*DESCRIPTION OF THE TASK:* Could you repeat every record below exactly, leaving out the pictures?

*Stored items:*
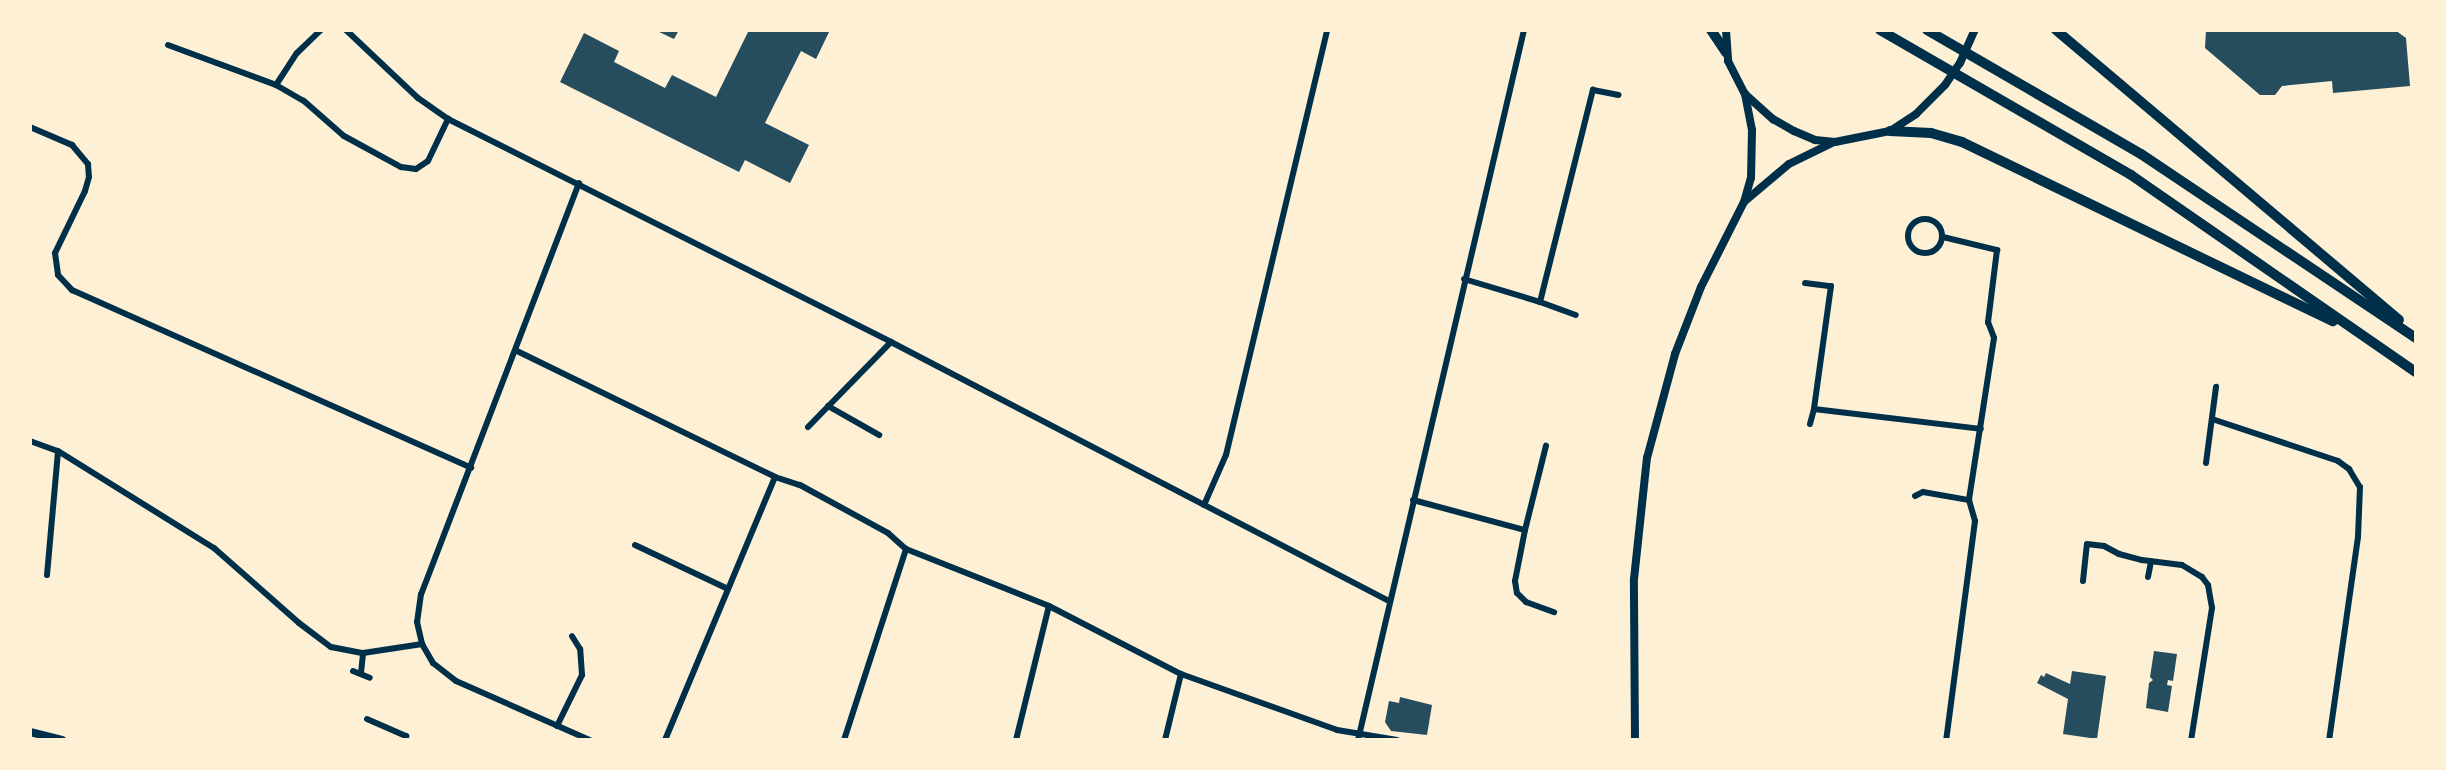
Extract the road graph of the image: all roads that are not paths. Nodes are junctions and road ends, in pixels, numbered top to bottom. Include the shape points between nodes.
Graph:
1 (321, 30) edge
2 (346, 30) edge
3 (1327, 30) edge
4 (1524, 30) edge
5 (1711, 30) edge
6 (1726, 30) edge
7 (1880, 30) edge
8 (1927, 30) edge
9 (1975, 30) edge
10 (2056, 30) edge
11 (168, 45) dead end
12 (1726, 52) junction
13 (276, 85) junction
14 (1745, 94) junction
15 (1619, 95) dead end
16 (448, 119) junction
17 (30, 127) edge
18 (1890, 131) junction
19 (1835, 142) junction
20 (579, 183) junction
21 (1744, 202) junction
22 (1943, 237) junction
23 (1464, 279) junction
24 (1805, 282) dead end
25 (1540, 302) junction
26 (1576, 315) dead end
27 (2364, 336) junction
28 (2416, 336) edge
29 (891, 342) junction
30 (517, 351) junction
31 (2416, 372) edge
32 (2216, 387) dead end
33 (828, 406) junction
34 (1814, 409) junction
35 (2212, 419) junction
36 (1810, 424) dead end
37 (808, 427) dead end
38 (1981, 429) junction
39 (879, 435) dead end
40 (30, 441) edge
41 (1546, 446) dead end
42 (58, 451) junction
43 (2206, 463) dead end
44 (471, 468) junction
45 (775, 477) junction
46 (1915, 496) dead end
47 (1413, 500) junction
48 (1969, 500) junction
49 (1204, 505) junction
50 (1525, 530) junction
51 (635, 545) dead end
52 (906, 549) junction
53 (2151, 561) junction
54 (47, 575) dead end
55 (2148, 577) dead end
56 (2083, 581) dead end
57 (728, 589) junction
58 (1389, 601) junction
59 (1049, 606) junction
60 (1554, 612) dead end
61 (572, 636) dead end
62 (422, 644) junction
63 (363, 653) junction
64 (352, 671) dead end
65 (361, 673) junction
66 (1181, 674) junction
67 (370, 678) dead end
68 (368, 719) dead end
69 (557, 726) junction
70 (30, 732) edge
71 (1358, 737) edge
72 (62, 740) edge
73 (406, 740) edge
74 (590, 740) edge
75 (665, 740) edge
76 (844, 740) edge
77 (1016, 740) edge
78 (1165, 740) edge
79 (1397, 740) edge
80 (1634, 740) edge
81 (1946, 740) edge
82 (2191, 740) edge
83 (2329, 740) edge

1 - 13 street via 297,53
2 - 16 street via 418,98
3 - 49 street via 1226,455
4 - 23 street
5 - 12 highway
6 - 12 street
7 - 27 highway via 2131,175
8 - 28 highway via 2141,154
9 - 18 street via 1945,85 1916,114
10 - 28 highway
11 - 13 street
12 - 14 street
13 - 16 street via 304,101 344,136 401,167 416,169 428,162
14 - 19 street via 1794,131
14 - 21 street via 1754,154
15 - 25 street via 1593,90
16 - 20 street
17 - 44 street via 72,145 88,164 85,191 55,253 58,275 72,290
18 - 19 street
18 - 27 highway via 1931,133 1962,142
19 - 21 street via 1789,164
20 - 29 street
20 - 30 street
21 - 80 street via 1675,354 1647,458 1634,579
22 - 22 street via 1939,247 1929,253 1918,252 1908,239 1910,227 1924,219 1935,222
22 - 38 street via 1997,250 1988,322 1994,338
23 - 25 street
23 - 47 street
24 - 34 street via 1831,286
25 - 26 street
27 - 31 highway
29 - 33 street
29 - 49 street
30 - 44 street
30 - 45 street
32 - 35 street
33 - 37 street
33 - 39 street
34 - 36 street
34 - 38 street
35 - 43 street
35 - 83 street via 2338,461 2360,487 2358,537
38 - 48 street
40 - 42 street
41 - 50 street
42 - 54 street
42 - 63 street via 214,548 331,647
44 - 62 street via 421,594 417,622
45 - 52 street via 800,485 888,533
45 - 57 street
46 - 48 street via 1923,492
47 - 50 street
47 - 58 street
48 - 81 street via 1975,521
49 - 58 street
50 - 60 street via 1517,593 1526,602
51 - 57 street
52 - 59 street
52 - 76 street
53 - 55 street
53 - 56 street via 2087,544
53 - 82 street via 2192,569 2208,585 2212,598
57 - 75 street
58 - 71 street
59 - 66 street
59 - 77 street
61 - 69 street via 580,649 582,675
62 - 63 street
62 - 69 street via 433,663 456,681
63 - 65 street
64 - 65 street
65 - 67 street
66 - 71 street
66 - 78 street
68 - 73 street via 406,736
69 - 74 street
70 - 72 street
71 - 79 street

*ANSWER SECTION:*
Extract the road graph of the image: all roads that are not paths. Nodes are junctions and road ends, in pixels, numbered top to bottom. Include the shape points between nodes.
Graph:
1 (321, 30) edge
2 (346, 30) edge
3 (1327, 30) edge
4 (1524, 30) edge
5 (1711, 30) edge
6 (1726, 30) edge
7 (1880, 30) edge
8 (1927, 30) edge
9 (1975, 30) edge
10 (2056, 30) edge
11 (168, 45) dead end
12 (1726, 52) junction
13 (276, 85) junction
14 (1745, 94) junction
15 (1619, 95) dead end
16 (448, 119) junction
17 (30, 127) edge
18 (1890, 131) junction
19 (1835, 142) junction
20 (579, 183) junction
21 (1744, 202) junction
22 (1943, 237) junction
23 (1464, 279) junction
24 (1805, 282) dead end
25 (1540, 302) junction
26 (1576, 315) dead end
27 (2364, 336) junction
28 (2416, 336) edge
29 (891, 342) junction
30 (517, 351) junction
31 (2416, 372) edge
32 (2216, 387) dead end
33 (828, 406) junction
34 (1814, 409) junction
35 (2212, 419) junction
36 (1810, 424) dead end
37 (808, 427) dead end
38 (1981, 429) junction
39 (879, 435) dead end
40 (30, 441) edge
41 (1546, 446) dead end
42 (58, 451) junction
43 (2206, 463) dead end
44 (471, 468) junction
45 (775, 477) junction
46 (1915, 496) dead end
47 (1413, 500) junction
48 (1969, 500) junction
49 (1204, 505) junction
50 (1525, 530) junction
51 (635, 545) dead end
52 (906, 549) junction
53 (2151, 561) junction
54 (47, 575) dead end
55 (2148, 577) dead end
56 (2083, 581) dead end
57 (728, 589) junction
58 (1389, 601) junction
59 (1049, 606) junction
60 (1554, 612) dead end
61 (572, 636) dead end
62 (422, 644) junction
63 (363, 653) junction
64 (352, 671) dead end
65 (361, 673) junction
66 (1181, 674) junction
67 (370, 678) dead end
68 (368, 719) dead end
69 (557, 726) junction
70 (30, 732) edge
71 (1358, 737) edge
72 (62, 740) edge
73 (406, 740) edge
74 (590, 740) edge
75 (665, 740) edge
76 (844, 740) edge
77 (1016, 740) edge
78 (1165, 740) edge
79 (1397, 740) edge
80 (1634, 740) edge
81 (1946, 740) edge
82 (2191, 740) edge
83 (2329, 740) edge

1 - 13 street via 297,53
2 - 16 street via 418,98
3 - 49 street via 1226,455
4 - 23 street
5 - 12 highway
6 - 12 street
7 - 27 highway via 2131,175
8 - 28 highway via 2141,154
9 - 18 street via 1945,85 1916,114
10 - 28 highway
11 - 13 street
12 - 14 street
13 - 16 street via 304,101 344,136 401,167 416,169 428,162
14 - 19 street via 1794,131
14 - 21 street via 1754,154
15 - 25 street via 1593,90
16 - 20 street
17 - 44 street via 72,145 88,164 85,191 55,253 58,275 72,290
18 - 19 street
18 - 27 highway via 1931,133 1962,142
19 - 21 street via 1789,164
20 - 29 street
20 - 30 street
21 - 80 street via 1675,354 1647,458 1634,579
22 - 22 street via 1939,247 1929,253 1918,252 1908,239 1910,227 1924,219 1935,222
22 - 38 street via 1997,250 1988,322 1994,338
23 - 25 street
23 - 47 street
24 - 34 street via 1831,286
25 - 26 street
27 - 31 highway
29 - 33 street
29 - 49 street
30 - 44 street
30 - 45 street
32 - 35 street
33 - 37 street
33 - 39 street
34 - 36 street
34 - 38 street
35 - 43 street
35 - 83 street via 2338,461 2360,487 2358,537
38 - 48 street
40 - 42 street
41 - 50 street
42 - 54 street
42 - 63 street via 214,548 331,647
44 - 62 street via 421,594 417,622
45 - 52 street via 800,485 888,533
45 - 57 street
46 - 48 street via 1923,492
47 - 50 street
47 - 58 street
48 - 81 street via 1975,521
49 - 58 street
50 - 60 street via 1517,593 1526,602
51 - 57 street
52 - 59 street
52 - 76 street
53 - 55 street
53 - 56 street via 2087,544
53 - 82 street via 2192,569 2208,585 2212,598
57 - 75 street
58 - 71 street
59 - 66 street
59 - 77 street
61 - 69 street via 580,649 582,675
62 - 63 street
62 - 69 street via 433,663 456,681
63 - 65 street
64 - 65 street
65 - 67 street
66 - 71 street
66 - 78 street
68 - 73 street via 406,736
69 - 74 street
70 - 72 street
71 - 79 street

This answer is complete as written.